:: BRIEF ::
Look for the word "朝安南路" in the entries below, then copy every line that has it.

:: Stored data entries ::
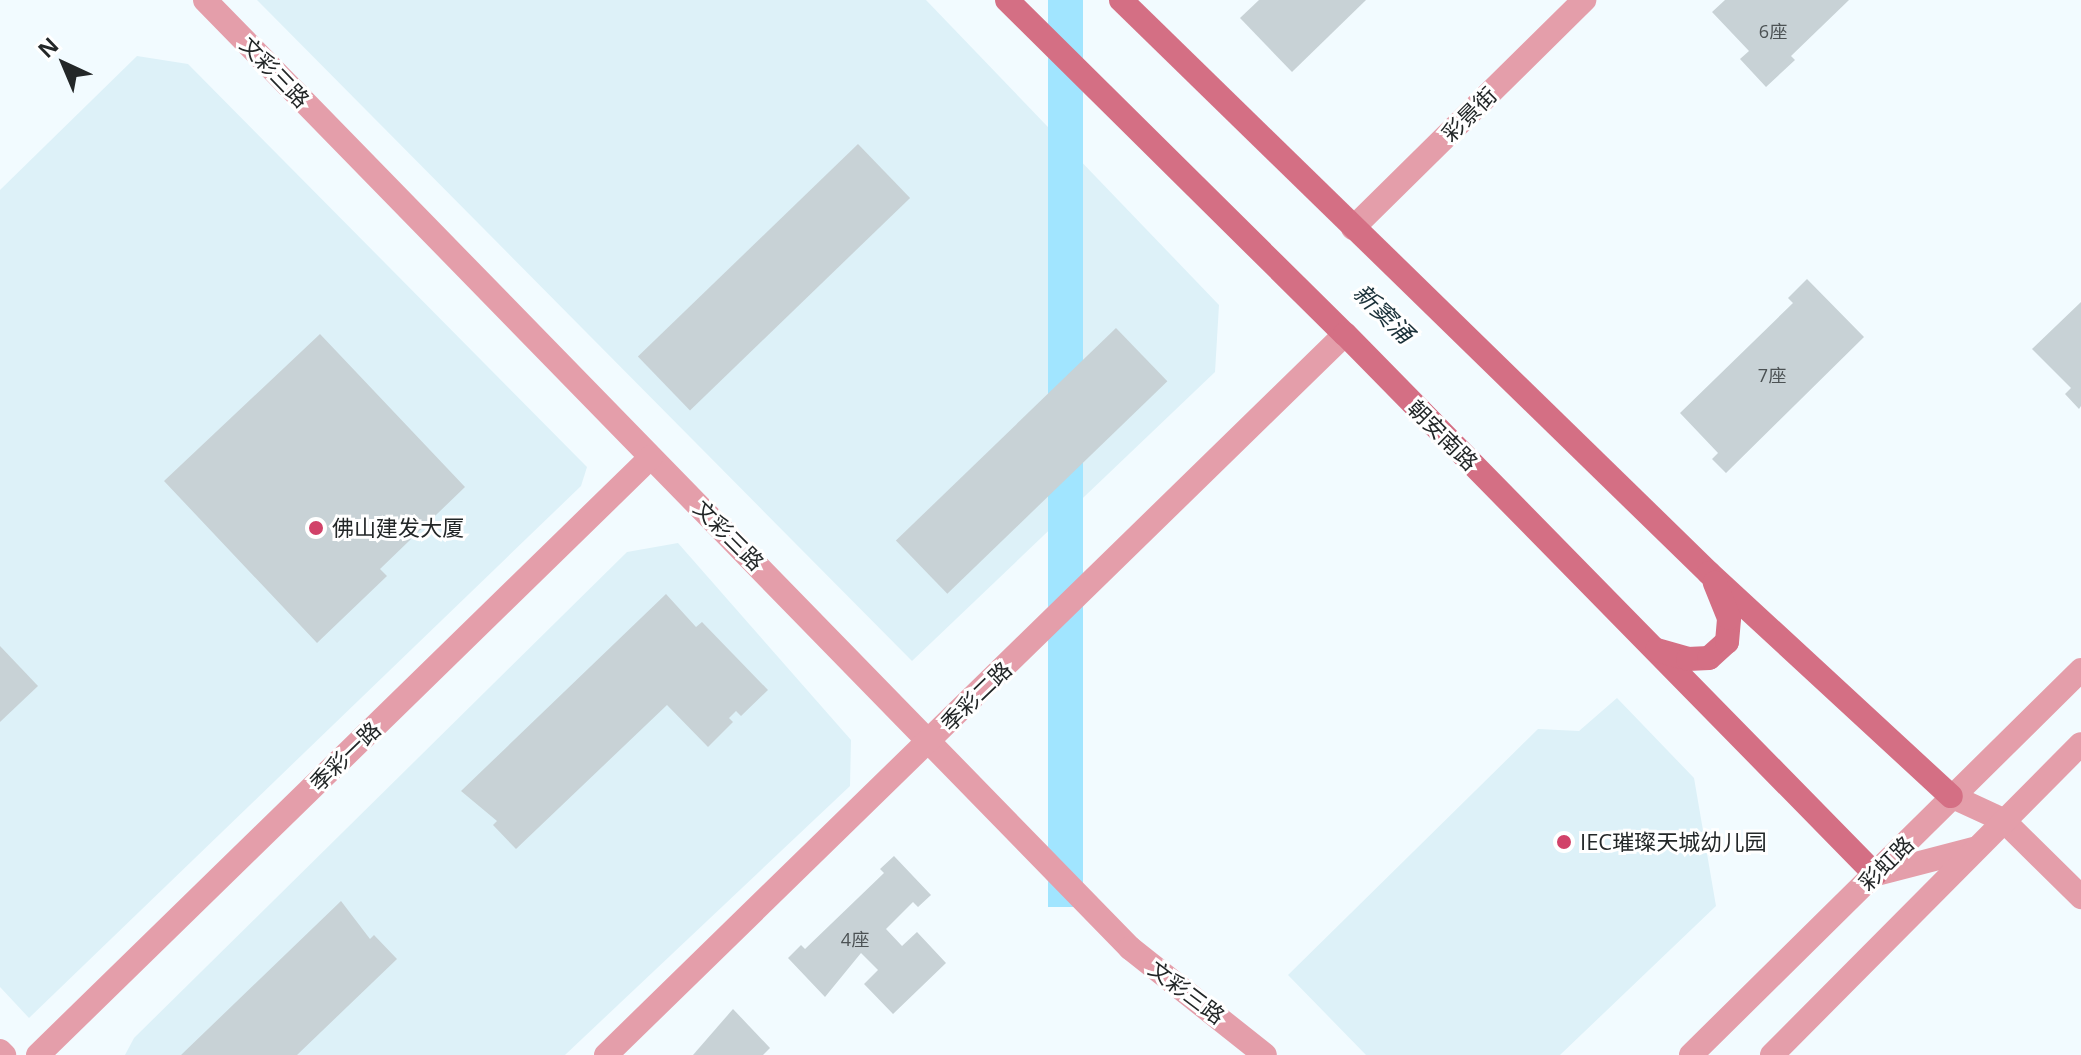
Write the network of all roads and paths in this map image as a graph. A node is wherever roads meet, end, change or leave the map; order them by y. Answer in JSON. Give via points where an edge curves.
{"nodes":[{"id":1,"x":205,"y":0,"type":"edge"},
{"id":2,"x":1007,"y":0,"type":"edge"},
{"id":3,"x":1121,"y":0,"type":"edge"},
{"id":4,"x":1584,"y":0,"type":"edge"},
{"id":5,"x":1353,"y":228,"type":"junction"},
{"id":6,"x":1345,"y":334,"type":"junction"},
{"id":7,"x":651,"y":457,"type":"junction"},
{"id":8,"x":1709,"y":573,"type":"junction"},
{"id":9,"x":1654,"y":649,"type":"junction"},
{"id":10,"x":2081,"y":670,"type":"edge"},
{"id":11,"x":931,"y":740,"type":"junction"},
{"id":12,"x":2081,"y":744,"type":"edge"},
{"id":13,"x":1951,"y":796,"type":"junction"},
{"id":14,"x":2003,"y":820,"type":"junction"},
{"id":15,"x":1977,"y":848,"type":"junction"},
{"id":16,"x":1875,"y":874,"type":"junction"},
{"id":17,"x":2081,"y":897,"type":"edge"},
{"id":18,"x":38,"y":1055,"type":"edge"},
{"id":19,"x":606,"y":1055,"type":"edge"},
{"id":20,"x":1265,"y":1055,"type":"edge"},
{"id":21,"x":1691,"y":1055,"type":"edge"},
{"id":22,"x":1772,"y":1055,"type":"edge"}],
"edges":[{"from":1,"to":7,"type":"street","name":"文彩三路"},
{"from":2,"to":6,"type":"main road","name":"朝安南路"},
{"from":3,"to":5,"type":"main road"},
{"from":4,"to":5,"type":"street","name":"彩景街"},
{"from":5,"to":8,"type":"main road"},
{"from":6,"to":9,"type":"main road","name":"朝安南路"},
{"from":6,"to":11,"type":"street","name":"季彩二路"},
{"from":7,"to":11,"type":"street","name":"文彩三路"},
{"from":7,"to":18,"type":"street","name":"季彩一路"},
{"from":8,"to":9,"type":"main road","via":[[1724,597],[1727,642],[1709,658],[1688,659]]},
{"from":8,"to":13,"type":"main road"},
{"from":9,"to":16,"type":"main road","name":"朝安南路"},
{"from":10,"to":13,"type":"street","name":"彩虹路"},
{"from":11,"to":19,"type":"street","name":"季彩二路"},
{"from":11,"to":20,"type":"street","name":"文彩三路","via":[[1130,948]]},
{"from":12,"to":14,"type":"street"},
{"from":13,"to":14,"type":"street"},
{"from":13,"to":16,"type":"street","name":"彩虹路"},
{"from":14,"to":15,"type":"street"},
{"from":14,"to":17,"type":"street"},
{"from":15,"to":16,"type":"street"},
{"from":15,"to":22,"type":"street"},
{"from":16,"to":21,"type":"street","name":"彩虹路"}]}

:: RESULT FOR THIS EXERCISE ::
{"from":2,"to":6,"type":"main road","name":"朝安南路"},
{"from":6,"to":9,"type":"main road","name":"朝安南路"},
{"from":9,"to":16,"type":"main road","name":"朝安南路"},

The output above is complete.